Nuisance flies can reduce performance and lower profitability. Producers should implement fly control programs that protect livestock and reduce the chances of insecticide resistance.

By: Frank Wardynski, Michigan State University Extension

While flies are seldom cause mortality problems in beef cattle, they frequently cause stress and discomfort to cattle through the summer months. Fly control is an important economic management decision that needs to be made with concern of potential insecticide resistance problems. Fly populations across the country have developed various levels of resistance to insecticides.

Producers should manage the use of pesticides to minimize resistance before available pesticides become totally ineffective. Fly tags are frequently an effective method of using insecticides to provide season long protection. To minimize resistance producers should apply tags when they are needed. Applying tags will reduce their effectiveness later in the season.

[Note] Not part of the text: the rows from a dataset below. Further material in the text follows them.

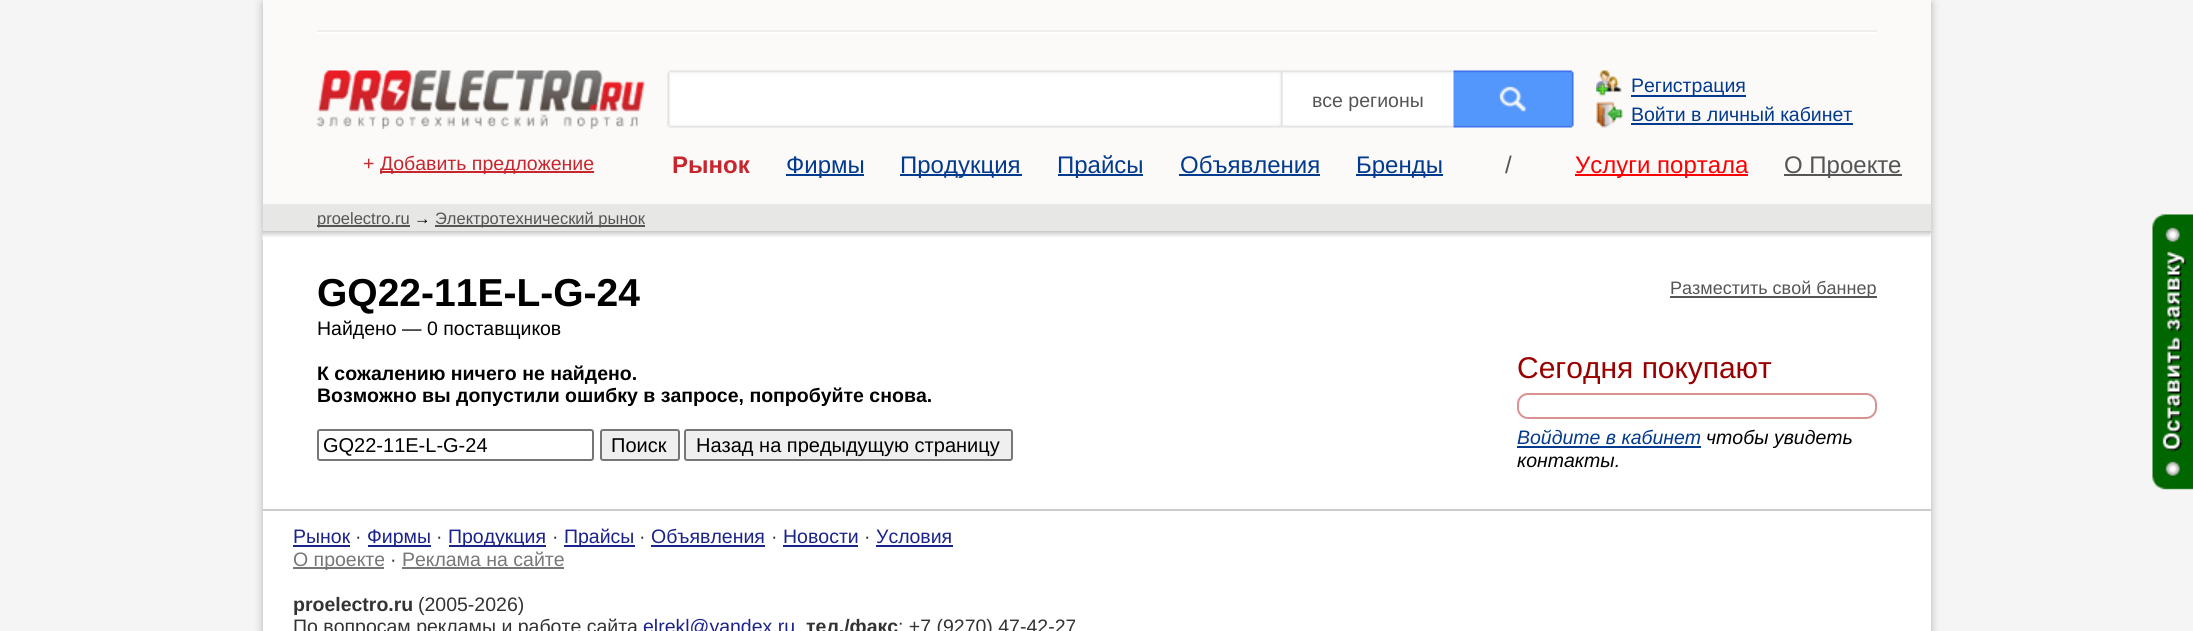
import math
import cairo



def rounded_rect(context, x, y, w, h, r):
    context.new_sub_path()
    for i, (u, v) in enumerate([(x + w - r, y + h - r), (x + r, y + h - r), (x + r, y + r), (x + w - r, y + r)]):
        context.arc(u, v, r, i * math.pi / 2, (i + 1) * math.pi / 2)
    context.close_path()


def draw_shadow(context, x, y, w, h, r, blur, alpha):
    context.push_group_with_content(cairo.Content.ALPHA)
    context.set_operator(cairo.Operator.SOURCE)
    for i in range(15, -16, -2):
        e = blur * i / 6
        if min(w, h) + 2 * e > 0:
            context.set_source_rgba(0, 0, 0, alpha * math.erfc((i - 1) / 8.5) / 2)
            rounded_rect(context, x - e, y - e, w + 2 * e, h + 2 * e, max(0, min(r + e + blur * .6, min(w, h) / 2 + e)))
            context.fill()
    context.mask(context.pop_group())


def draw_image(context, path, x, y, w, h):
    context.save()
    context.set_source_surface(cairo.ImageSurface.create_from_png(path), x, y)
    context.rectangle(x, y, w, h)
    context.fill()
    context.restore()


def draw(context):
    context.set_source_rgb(245 / 255, 245 / 255, 245 / 255)
    context.paint()
    context.set_source_rgb(48 / 255, 50 / 255, 50 / 255)
    draw_shadow(context, 263, 3, 1668, 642, 0, 4.5, 0.35)
    context.set_source_rgb(251 / 255, 250 / 255, 249 / 255)
    context.rectangle(263, 0, 1668, 204)
    context.fill()
    context.set_source_rgb(238 / 255, 238 / 255, 238 / 255)
    context.rectangle(317, 30, 1560, 2)
    context.fill()
    context.set_source_rgb(1, 1, 1)
    context.rectangle(317, 32, 1560, 2)
    context.fill()
    draw_image(context, "images/1.png", 316, 70, 329, 59)
    draw_image(context, "images/2.png", 667, 70, 5, 58)
    draw_image(context, "images/3.png", 672, 70, 605, 58)
    draw_image(context, "images/5.png", 1282, 70, 172, 58)
    draw_image(context, "images/4.png", 1276, 70, 7, 58)
    draw_image(context, "images/6.png", 1453, 70, 121, 58)
    draw_image(context, "images/7.png", 1596, 70, 27, 58)
    context.set_source_rgb(2 / 255, 58 / 255, 142 / 255)
    context.rectangle(1631, 95, 115, 2)
    context.fill()
    context.rectangle(1631, 123, 222, 2)
    context.fill()
    context.set_source_rgb(199 / 255, 38 / 255, 46 / 255)
    context.rectangle(380, 171, 214, 2)
    context.fill()
    context.set_source_rgb(2 / 255, 58 / 255, 142 / 255)
    context.rectangle(786, 174, 78, 2)
    context.fill()
    context.rectangle(900, 174, 122, 2)
    context.fill()
    context.rectangle(1058, 174, 85, 2)
    context.fill()
    context.rectangle(1179, 174, 141, 2)
    context.fill()
    context.rectangle(1356, 174, 87, 2)
    context.fill()
    context.set_source_rgb(1, 0, 0)
    context.rectangle(1575, 174, 173, 2)
    context.fill()
    context.set_source_rgb(85 / 255, 85 / 255, 85 / 255)
    context.rectangle(1784, 174, 118, 2)
    context.fill()
    context.set_source_rgb(231 / 255, 231 / 255, 230 / 255)
    context.rectangle(263, 204, 1668, 27)
    context.fill()
    context.set_source_rgb(204 / 255, 204 / 255, 204 / 255)
    context.rectangle(263, 231, 1668, 2)
    context.fill()
    context.set_source_rgb(85 / 255, 85 / 255, 85 / 255)
    context.rectangle(317, 225, 93, 2)
    context.fill()
    context.rectangle(435, 225, 210, 2)
    context.fill()
    context.set_source_rgb(1, 1, 1)
    context.rectangle(263, 233, 1668, 276)
    context.fill()
    draw_image(context, "images/8.png", 262, 232, 1669, 8)
    rounded_rect(context, 318, 430, 275, 30, 2)
    context.set_source_rgb(118 / 255, 118 / 255, 118 / 255)
    context.stroke()
    context.set_source_rgb(239 / 255, 239 / 255, 239 / 255)
    rounded_rect(context, 601, 430, 78, 30, 2)
    context.fill_preserve()
    context.set_source_rgb(118 / 255, 118 / 255, 118 / 255)
    context.stroke()
    context.set_source_rgb(239 / 255, 239 / 255, 239 / 255)
    rounded_rect(context, 685, 430, 327, 30, 2)
    context.fill_preserve()
    context.set_source_rgb(118 / 255, 118 / 255, 118 / 255)
    context.stroke()
    context.set_source_rgb(85 / 255, 85 / 255, 85 / 255)
    context.rectangle(1670, 296, 207, 2)
    context.fill()
    rounded_rect(context, 1518, 394, 358, 24, 10)
    context.set_source_rgb(217 / 255, 145 / 255, 145 / 255)
    context.stroke()
    context.set_source_rgb(2 / 255, 58 / 255, 142 / 255)
    context.rectangle(1517, 446, 184, 2)
    context.fill()
    context.set_source_rgb(1, 1, 1)
    context.rectangle(263, 511, 1668, 120)
    context.fill()
    context.set_source_rgb(204 / 255, 204 / 255, 204 / 255)
    context.rectangle(263, 509, 1668, 2)
    context.fill()
    context.set_source_rgb(27 / 255, 35 / 255, 139 / 255)
    context.rectangle(293, 545, 57, 2)
    context.fill()
    context.rectangle(368, 545, 63, 2)
    context.fill()
    context.rectangle(449, 545, 97, 2)
    context.fill()
    context.rectangle(564, 545, 71, 2)
    context.fill()
    context.rectangle(651, 545, 114, 2)
    context.fill()
    context.rectangle(783, 545, 75, 2)
    context.fill()
    context.rectangle(876, 545, 77, 2)
    context.fill()
    context.set_source_rgb(119 / 255, 119 / 255, 119 / 255)
    context.rectangle(293, 567, 91, 2)
    context.fill()
    context.rectangle(402, 567, 162, 2)
    context.fill()
    draw_image(context, "images/9.png", 2152, 214, 41, 276)
    context.select_font_face("Liberation Sans")
    context.set_font_size(19.5)
    context.set_source_rgb(85 / 255, 85 / 255, 85 / 255)
    context.move_to(1312, 107)
    context.show_text("все регионы")
    context.set_source_rgb(2 / 255, 58 / 255, 142 / 255)
    context.move_to(1631, 92)
    context.show_text("Регистрация")
    context.move_to(1631, 121)
    context.show_text("Войти в личный кабинет")
    context.set_source_rgb(199 / 255, 38 / 255, 46 / 255)
    context.move_to(363, 170)
    context.show_text("+")
    context.move_to(380, 170)
    context.show_text("Добавить предложение")
    context.select_font_face("Liberation Sans", cairo.FontSlant.NORMAL, cairo.FontWeight.BOLD)
    context.set_font_size(24)
    context.move_to(672, 173)
    context.show_text("Рынок")
    context.select_font_face("Liberation Sans")
    context.set_source_rgb(2 / 255, 58 / 255, 142 / 255)
    context.move_to(786, 173)
    context.show_text("Фирмы")
    context.move_to(900, 173)
    context.show_text("Продукция")
    context.move_to(1057, 173)
    context.show_text("Прайсы")
    context.move_to(1180, 173)
    context.show_text("Объявления")
    context.move_to(1356, 173)
    context.show_text("Бренды")
    context.set_source_rgb(85 / 255, 85 / 255, 85 / 255)
    context.move_to(1505, 173)
    context.show_text("/")
    context.set_source_rgb(1, 0, 0)
    context.move_to(1575, 173)
    context.show_text("Услуги портала")
    context.set_source_rgb(85 / 255, 85 / 255, 85 / 255)
    context.move_to(1784, 173)
    context.show_text("О Проекте")
    context.set_font_size(16.5)
    context.move_to(317, 224)
    context.show_text("proelectro.ru")
    context.set_source_rgb(0, 0, 0)
    context.move_to(414, 224)
    context.show_text("→")
    context.set_source_rgb(85 / 255, 85 / 255, 85 / 255)
    context.move_to(435, 224)
    context.show_text("Электротехнический рынок")
    context.select_font_face("Liberation Sans", cairo.FontSlant.NORMAL, cairo.FontWeight.BOLD)
    context.set_font_size(39)
    context.set_source_rgb(0, 0, 0)
    context.move_to(317, 306)
    context.show_text("GQ22-11E-L-G-24")
    context.select_font_face("Liberation Sans")
    context.set_font_size(19.5)
    context.move_to(317, 335)
    context.show_text("Найдено — 0 поставщиков")
    context.select_font_face("Liberation Sans", cairo.FontSlant.NORMAL, cairo.FontWeight.BOLD)
    context.move_to(317, 380)
    context.show_text("К сожалению ничего не найдено.")
    context.move_to(317, 402)
    context.show_text("Возможно вы допустили ошибку в запросе, попробуйте снова.")
    context.select_font_face("Liberation Sans")
    context.set_font_size(20)
    context.move_to(323, 452)
    context.show_text("GQ22-11E-L-G-24")
    context.move_to(611, 452)
    context.show_text("Поиск")
    context.move_to(696, 452)
    context.show_text("Назад на предыдущую страницу")
    context.set_font_size(18)
    context.set_source_rgb(85 / 255, 85 / 255, 85 / 255)
    context.move_to(1670, 294)
    context.show_text("Разместить свой баннер")
    context.set_font_size(30)
    context.set_source_rgb(153 / 255, 0, 0)
    context.move_to(1517, 378)
    context.show_text("Сегодня покупают")
    context.select_font_face("Liberation Sans", cairo.FontSlant.ITALIC)
    context.set_font_size(19.5)
    context.set_source_rgb(2 / 255, 58 / 255, 142 / 255)
    context.move_to(1517, 444)
    context.show_text("Войдите в кабинет")
    context.set_source_rgb(0, 0, 0)
    context.move_to(1706, 444)
    context.show_text("чтобы увидеть")
    context.move_to(1517, 467)
    context.show_text("контакты.")
    context.select_font_face("Liberation Sans")
    context.set_source_rgb(27 / 255, 35 / 255, 139 / 255)
    context.move_to(293, 543)
    context.show_text("Рынок")
    context.set_source_rgb(51 / 255, 51 / 255, 51 / 255)
    context.move_to(355, 543)
    context.show_text("·")
    context.set_source_rgb(27 / 255, 35 / 255, 139 / 255)
    context.move_to(367, 543)
    context.show_text("Фирмы")
    context.set_source_rgb(51 / 255, 51 / 255, 51 / 255)
    context.move_to(436, 543)
    context.show_text("·")
    context.set_source_rgb(27 / 255, 35 / 255, 139 / 255)
    context.move_to(448, 543)
    context.show_text("Продукция")
    context.set_source_rgb(51 / 255, 51 / 255, 51 / 255)
    context.move_to(552, 543)
    context.show_text("·")
    context.set_source_rgb(27 / 255, 35 / 255, 139 / 255)
    context.move_to(564, 543)
    context.show_text("Прайсы")
    context.set_source_rgb(51 / 255, 51 / 255, 51 / 255)
    context.move_to(639, 543)
    context.show_text("·")
    context.set_source_rgb(27 / 255, 35 / 255, 139 / 255)
    context.move_to(651, 543)
    context.show_text("Объявления")
    context.set_source_rgb(51 / 255, 51 / 255, 51 / 255)
    context.move_to(771, 543)
    context.show_text("·")
    context.set_source_rgb(27 / 255, 35 / 255, 139 / 255)
    context.move_to(783, 543)
    context.show_text("Новости")
    context.set_source_rgb(51 / 255, 51 / 255, 51 / 255)
    context.move_to(864, 543)
    context.show_text("·")
    context.set_source_rgb(27 / 255, 35 / 255, 139 / 255)
    context.move_to(876, 543)
    context.show_text("Условия")
    context.set_source_rgb(119 / 255, 119 / 255, 119 / 255)
    context.move_to(293, 566)
    context.show_text("О проекте")
    context.set_source_rgb(51 / 255, 51 / 255, 51 / 255)
    context.move_to(390, 566)
    context.show_text("·")
    context.set_source_rgb(119 / 255, 119 / 255, 119 / 255)
    context.move_to(402, 566)
    context.show_text("Реклама на сайте")
    context.select_font_face("Liberation Sans", cairo.FontSlant.NORMAL, cairo.FontWeight.BOLD)
    context.set_source_rgb(51 / 255, 51 / 255, 51 / 255)
    context.move_to(293, 611)
    context.show_text("proelectro.ru")
    context.select_font_face("Liberation Sans")
    context.move_to(418, 611)
    context.show_text("(2005-2026)")
    context.move_to(293, 633)
    context.show_text("По вопросам рекламы и работе сайта")
    context.set_source_rgb(27 / 255, 35 / 255, 139 / 255)
    context.move_to(643, 633)
    context.show_text("elrekl@yandex.ru")
    context.select_font_face("Liberation Sans", cairo.FontSlant.NORMAL, cairo.FontWeight.BOLD)
    context.set_source_rgb(51 / 255, 51 / 255, 51 / 255)
    context.move_to(806, 633)
    context.show_text("тел./факс")
    context.select_font_face("Liberation Sans")
    context.move_to(898, 633)
    context.show_text(": +7 (9270) 47-42-27")


surface = cairo.ImageSurface(cairo.Format.RGB24, 2193, 631)
context = cairo.Context(surface)
options = cairo.FontOptions()
options.set_hint_metrics(cairo.HintMetrics.OFF)
options.set_hint_style(cairo.HintStyle.NONE)
context.set_font_options(options)
context.set_miter_limit(4)
draw(context)
surface.write_to_png("out.png")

Tags should be applied as flies become a problem and removed after flies have subsided or the usefulness of the tags has been exhausted.

Insecticide classes should rotate from one year to the next. Pyrethroids and organophosphates are two classes available to be alternated. Alternating chemical classes isn’t just for the ear tags. Insecticides used as ear tags, sprays, and powders should be rotated. Sprays and powders can be used to supplement or instead of ear tags. Also macrocyclic lactones in the pour on form can be used to supplement fly control with minimal resistance problems. Macrocyclic lactones are a class of anthelmintic commonly used to deworm livestock.